Christina went back to London considerably changed. Her beauty was
greater far, for there was a new element in it--a certain atmosphere
of distances and shadows gave mystery to her landscape. Her weather,
that is her mood, was now subject to changes which to many made her
more attractive. Fits of wild gaiety alternated with glooms, through
which would break flashes of feline playfulness, where pat and
scratch were a little mixed. She had more admirers than ever, for
she had developed points capable of interesting men of somewhat
higher development than those she had hitherto pleased. At the same
time she was more wayward and imperious with her courtiers. Gladly
would she have thrown all the flattery once so coveted into the
rag-bag of creation, to have one approving smile from the
grave-looking, gracious man, whom she knew happier, wandering alone
over the hills, than if she were walking by his side. For an hour
she would persuade herself that he cared for her a little; the next
she would comfort herself with the small likelihood of his meeting
another lady in Glenruadh.
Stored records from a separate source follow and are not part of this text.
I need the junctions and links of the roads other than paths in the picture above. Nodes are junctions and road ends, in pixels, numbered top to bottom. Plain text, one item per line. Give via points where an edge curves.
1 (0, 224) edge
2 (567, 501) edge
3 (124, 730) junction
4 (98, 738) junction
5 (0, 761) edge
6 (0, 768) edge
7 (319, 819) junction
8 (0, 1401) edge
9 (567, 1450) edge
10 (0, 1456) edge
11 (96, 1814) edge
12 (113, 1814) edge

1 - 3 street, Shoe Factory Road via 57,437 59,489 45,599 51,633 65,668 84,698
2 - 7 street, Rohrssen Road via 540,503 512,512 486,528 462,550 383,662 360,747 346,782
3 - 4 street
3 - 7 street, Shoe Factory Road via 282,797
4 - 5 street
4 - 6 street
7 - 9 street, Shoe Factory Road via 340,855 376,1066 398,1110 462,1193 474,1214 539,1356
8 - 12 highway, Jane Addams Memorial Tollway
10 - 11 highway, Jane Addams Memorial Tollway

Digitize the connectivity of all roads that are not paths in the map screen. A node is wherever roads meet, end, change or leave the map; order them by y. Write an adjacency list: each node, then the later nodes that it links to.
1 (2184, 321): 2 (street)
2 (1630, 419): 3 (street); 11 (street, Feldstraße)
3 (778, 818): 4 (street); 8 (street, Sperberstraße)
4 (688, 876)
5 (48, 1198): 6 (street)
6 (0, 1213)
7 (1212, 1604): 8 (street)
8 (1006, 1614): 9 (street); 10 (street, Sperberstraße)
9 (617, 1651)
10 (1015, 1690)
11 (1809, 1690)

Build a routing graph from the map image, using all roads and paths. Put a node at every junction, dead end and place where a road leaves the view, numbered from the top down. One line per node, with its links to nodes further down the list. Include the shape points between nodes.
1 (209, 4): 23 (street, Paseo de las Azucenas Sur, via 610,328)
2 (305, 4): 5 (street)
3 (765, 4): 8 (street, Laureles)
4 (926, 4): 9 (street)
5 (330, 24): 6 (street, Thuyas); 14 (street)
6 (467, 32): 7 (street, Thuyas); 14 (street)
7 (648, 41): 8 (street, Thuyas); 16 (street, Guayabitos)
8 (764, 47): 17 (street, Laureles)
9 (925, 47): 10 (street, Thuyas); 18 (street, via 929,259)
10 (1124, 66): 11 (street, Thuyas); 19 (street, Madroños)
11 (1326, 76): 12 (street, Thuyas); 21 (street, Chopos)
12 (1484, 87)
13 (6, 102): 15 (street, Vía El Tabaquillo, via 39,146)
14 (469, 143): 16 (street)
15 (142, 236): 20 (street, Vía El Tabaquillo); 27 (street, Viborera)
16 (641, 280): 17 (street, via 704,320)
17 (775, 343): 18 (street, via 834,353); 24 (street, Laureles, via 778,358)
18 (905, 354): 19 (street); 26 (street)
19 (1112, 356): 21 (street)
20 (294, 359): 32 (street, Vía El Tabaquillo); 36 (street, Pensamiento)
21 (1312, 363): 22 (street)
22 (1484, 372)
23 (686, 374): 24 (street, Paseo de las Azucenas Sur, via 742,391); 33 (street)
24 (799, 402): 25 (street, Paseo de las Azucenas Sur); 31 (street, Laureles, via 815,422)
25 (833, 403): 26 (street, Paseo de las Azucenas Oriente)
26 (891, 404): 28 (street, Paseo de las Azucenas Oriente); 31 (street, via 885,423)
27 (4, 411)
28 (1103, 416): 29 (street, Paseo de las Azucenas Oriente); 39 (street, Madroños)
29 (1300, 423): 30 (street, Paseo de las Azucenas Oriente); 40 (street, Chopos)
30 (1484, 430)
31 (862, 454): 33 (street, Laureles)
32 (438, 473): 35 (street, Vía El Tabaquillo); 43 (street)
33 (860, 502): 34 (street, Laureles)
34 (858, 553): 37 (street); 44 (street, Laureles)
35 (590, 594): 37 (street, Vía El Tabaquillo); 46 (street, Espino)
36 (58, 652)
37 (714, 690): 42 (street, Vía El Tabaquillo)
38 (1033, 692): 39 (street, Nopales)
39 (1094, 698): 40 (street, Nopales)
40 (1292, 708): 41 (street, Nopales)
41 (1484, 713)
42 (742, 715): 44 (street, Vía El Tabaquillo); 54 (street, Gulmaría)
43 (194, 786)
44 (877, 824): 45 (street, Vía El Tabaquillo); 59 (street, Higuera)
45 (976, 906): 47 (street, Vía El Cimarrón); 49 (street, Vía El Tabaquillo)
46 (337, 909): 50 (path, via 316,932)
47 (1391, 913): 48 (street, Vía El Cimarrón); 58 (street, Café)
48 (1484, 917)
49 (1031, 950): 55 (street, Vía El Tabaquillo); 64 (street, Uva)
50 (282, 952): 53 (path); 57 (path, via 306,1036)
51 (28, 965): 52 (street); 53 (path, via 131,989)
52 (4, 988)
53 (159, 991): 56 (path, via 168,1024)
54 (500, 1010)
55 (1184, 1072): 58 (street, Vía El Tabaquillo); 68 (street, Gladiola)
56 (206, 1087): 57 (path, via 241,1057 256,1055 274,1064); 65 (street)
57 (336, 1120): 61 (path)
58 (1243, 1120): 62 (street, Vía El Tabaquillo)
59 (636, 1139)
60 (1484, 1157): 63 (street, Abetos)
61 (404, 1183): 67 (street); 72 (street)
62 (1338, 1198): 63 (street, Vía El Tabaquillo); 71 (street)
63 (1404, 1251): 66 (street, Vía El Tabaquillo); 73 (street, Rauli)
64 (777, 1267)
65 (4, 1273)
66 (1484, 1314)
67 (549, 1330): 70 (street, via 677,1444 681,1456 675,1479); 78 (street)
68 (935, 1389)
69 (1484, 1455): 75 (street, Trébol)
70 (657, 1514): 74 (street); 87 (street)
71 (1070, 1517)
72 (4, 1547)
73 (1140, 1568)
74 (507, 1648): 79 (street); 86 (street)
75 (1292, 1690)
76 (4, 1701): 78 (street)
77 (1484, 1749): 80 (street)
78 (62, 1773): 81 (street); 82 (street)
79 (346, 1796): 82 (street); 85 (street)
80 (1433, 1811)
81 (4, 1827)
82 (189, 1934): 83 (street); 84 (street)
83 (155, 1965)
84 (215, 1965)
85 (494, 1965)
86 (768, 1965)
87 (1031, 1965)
But then he had been such a traveller,
had seen so much of the great world, that perhaps he was already
lost to her! It seemed but too probable, when she recalled the
sadness with which he seemed sometimes overshadowed: it could not be
a religious gloom, for when he spoke of God his face shone, and his
words were strong! I think she mistook a certain gravity, like that
of the Merchant of Venice, for sorrowfulness; though doubtless the
peculiarity of his loss, as well as the loss itself, did sometimes
make him sad.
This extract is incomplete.